BEGIN Data provided
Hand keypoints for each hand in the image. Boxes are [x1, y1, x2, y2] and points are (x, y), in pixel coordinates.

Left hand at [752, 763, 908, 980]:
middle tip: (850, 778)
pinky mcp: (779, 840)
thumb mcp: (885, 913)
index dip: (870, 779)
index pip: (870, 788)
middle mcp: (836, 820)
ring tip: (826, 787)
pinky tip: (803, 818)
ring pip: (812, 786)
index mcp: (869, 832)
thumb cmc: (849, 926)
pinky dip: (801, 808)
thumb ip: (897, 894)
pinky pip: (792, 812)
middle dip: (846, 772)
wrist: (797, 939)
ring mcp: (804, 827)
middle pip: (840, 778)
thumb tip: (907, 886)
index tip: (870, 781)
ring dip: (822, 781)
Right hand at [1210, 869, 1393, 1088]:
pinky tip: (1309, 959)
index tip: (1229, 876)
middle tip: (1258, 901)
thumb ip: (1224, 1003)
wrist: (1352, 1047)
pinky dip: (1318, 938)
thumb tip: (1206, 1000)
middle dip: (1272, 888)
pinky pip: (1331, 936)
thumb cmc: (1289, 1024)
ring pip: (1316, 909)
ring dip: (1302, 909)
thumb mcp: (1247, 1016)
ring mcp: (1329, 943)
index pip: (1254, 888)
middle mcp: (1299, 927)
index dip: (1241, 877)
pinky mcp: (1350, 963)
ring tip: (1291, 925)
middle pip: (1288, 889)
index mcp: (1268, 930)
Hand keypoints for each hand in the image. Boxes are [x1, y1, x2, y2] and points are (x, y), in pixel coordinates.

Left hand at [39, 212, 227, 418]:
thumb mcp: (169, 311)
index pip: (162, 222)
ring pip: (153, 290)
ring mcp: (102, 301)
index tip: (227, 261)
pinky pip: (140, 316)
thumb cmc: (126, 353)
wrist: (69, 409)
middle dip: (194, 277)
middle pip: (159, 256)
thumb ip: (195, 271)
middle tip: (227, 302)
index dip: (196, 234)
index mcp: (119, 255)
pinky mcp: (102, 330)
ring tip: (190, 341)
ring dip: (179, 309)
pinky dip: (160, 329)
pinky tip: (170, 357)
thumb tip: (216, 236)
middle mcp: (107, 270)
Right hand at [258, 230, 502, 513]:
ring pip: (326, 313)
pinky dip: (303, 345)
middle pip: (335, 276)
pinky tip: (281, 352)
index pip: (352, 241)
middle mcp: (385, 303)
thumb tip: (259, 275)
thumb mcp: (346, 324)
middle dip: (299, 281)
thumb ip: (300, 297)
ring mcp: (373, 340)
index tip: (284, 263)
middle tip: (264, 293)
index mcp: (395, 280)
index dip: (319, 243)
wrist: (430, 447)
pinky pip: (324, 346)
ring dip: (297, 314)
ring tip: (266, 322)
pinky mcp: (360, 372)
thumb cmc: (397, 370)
END Data provided
BEGIN Data provided
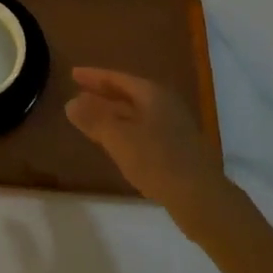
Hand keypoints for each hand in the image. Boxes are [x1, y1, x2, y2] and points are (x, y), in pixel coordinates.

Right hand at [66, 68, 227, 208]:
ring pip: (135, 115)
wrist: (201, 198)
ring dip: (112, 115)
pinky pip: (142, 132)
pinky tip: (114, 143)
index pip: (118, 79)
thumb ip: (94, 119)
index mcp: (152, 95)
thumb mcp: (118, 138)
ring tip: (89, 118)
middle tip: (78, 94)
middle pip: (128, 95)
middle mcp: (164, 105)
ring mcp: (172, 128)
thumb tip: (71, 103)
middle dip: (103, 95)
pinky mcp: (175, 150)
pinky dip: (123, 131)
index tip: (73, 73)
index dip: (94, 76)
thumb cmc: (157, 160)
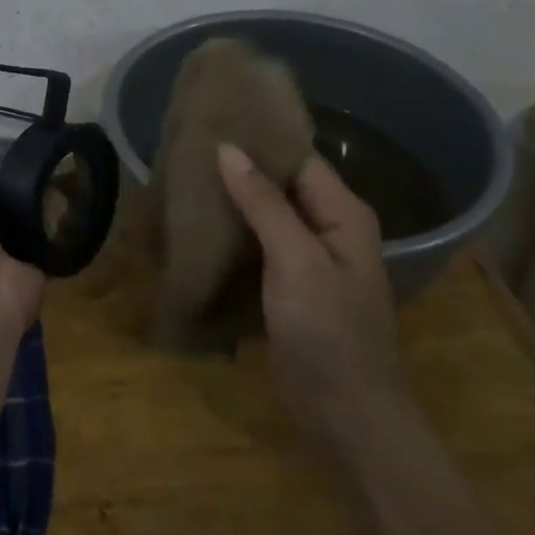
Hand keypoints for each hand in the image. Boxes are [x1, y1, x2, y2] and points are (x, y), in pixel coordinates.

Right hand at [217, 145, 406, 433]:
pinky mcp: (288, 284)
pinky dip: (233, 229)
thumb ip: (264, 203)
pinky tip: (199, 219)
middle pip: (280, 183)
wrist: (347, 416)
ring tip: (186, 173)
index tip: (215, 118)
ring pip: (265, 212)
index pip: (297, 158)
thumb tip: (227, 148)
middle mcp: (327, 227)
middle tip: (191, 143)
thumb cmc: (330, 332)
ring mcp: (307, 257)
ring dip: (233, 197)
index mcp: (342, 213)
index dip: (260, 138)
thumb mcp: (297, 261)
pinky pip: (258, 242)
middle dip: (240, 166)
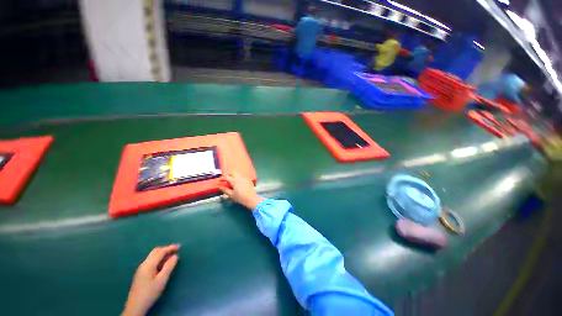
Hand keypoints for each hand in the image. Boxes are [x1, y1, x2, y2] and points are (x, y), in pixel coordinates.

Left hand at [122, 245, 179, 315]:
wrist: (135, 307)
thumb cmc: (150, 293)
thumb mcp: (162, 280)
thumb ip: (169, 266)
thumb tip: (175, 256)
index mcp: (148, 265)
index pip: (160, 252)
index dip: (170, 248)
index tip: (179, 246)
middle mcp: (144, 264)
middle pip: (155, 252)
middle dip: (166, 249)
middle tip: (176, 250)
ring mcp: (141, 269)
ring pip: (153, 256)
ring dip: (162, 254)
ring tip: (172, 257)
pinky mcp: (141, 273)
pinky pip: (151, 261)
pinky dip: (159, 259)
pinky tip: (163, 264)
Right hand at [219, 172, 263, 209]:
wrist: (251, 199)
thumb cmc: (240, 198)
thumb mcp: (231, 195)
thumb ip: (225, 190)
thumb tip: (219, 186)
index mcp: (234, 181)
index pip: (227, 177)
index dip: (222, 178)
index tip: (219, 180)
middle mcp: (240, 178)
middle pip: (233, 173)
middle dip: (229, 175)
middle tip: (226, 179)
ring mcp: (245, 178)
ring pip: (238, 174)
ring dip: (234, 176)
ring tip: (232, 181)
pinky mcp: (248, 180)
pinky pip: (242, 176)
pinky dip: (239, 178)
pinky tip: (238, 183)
END Data provided
[Activity]: Across the listing, how many lines hold the word "Left"? Please state that number only.

[Result]: 3